Now, thieves are fighting among themselves for Iraqi stolen money.


Have you ever heard of POW being compensated a billion $ ?

Who is going to keep the 1.9 billion frozen money? Is it Ramsfeld, using it
to pay for the US occupation or is it the POWs.


For Iraqis, it doesn't matter, as they will benefit of neither.


In peace.


yasmin





U.S. Opposes Using Seized Iraqi Funds for POWs

 



      Tue July 29, 2003 03:26 PM ET


      WASHINGTON (Reuters) - The U.S. government told a federal judge on
Tuesday that it did not want to use seized Iraqi funds to compensate 17 Americans
held as prisoners of war during the 1991 Gulf War.


      Shannen Coffin, a deputy assistant attorney general at the Justice
Department, said the government preferred to spend the money on rebuilding postwar
Iraq.


      "It really is unthinkable that in the end that the reconstruction of
Iraq should be done on the backs of the POWs who were brutally tortured
(there)," said Stephen Fennell, attorney for the 17 former prisoners of war and their
families who are trying to recover the nearly $1 billion in damages they were
awarded earlier this month.


      "We need to deter the continued torture of American POWs," he said.


      U.S. District Judge Richard Roberts has put a hold on the balance that
remains of about $1.9 billion in frozen funds the White House earmarked in
March for Iraqi infrastructure and economic development projects.

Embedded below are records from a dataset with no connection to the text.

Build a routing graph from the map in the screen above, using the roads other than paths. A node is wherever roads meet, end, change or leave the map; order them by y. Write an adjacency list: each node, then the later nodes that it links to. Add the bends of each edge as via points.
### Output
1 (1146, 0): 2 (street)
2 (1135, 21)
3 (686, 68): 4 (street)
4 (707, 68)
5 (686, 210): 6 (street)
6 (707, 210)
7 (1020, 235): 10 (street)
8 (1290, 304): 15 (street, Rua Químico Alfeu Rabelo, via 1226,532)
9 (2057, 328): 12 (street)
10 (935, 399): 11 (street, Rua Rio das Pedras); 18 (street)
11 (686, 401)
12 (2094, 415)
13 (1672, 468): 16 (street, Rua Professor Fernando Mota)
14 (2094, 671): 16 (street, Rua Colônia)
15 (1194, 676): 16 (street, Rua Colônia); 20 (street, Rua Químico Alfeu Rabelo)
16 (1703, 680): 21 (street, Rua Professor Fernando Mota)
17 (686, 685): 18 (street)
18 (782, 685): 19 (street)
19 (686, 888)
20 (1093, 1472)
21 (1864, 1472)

      The account has been drawn down to about $722 million and Roberts
blocked further transfers while he considers a proposal by the prisoners that they
should be paid from the fund.


      Earlier this month Roberts awarded $653 million in compensatory damages
and $306 million in punitive damages to prisoners of war and their families
who have sued the Iraqi government, Saddam Hussein and the Iraqi Intelligence
Service for pain and suffering.


      Iraq never responded to the suit which was filed in April 2002.


      Attorneys for the prisoners want their clients to be paid from blocked
Iraqi assets held by the U.S. government.


      But Justice Department officials said President Bush's March order
seizing the assets makes it clear the funds should mainly be used in Iraq.


      "The United States does not have an obligation to pay these claims to
plaintiffs," said Coffin.


      Col. David Eberly, the senior American POW who was held captive for
more than six weeks in 1991, criticized the government for failing to stand by
its own troops.


      "It's not about the money," he told reporters outside the courtroom.
"It is rather ironic that we have come to a point that a representative of the
government is now arguing for a government ... that our government sent us into
combat for."


      The U.S. government says the award should be set aside and the lawsuit
dismissed due to changes in Iraq since May. With Saddam no longer in power,
provisions in U.S. law that allow for compensation for victims of
state-sponsored terrorism do not apply, Coffin argued.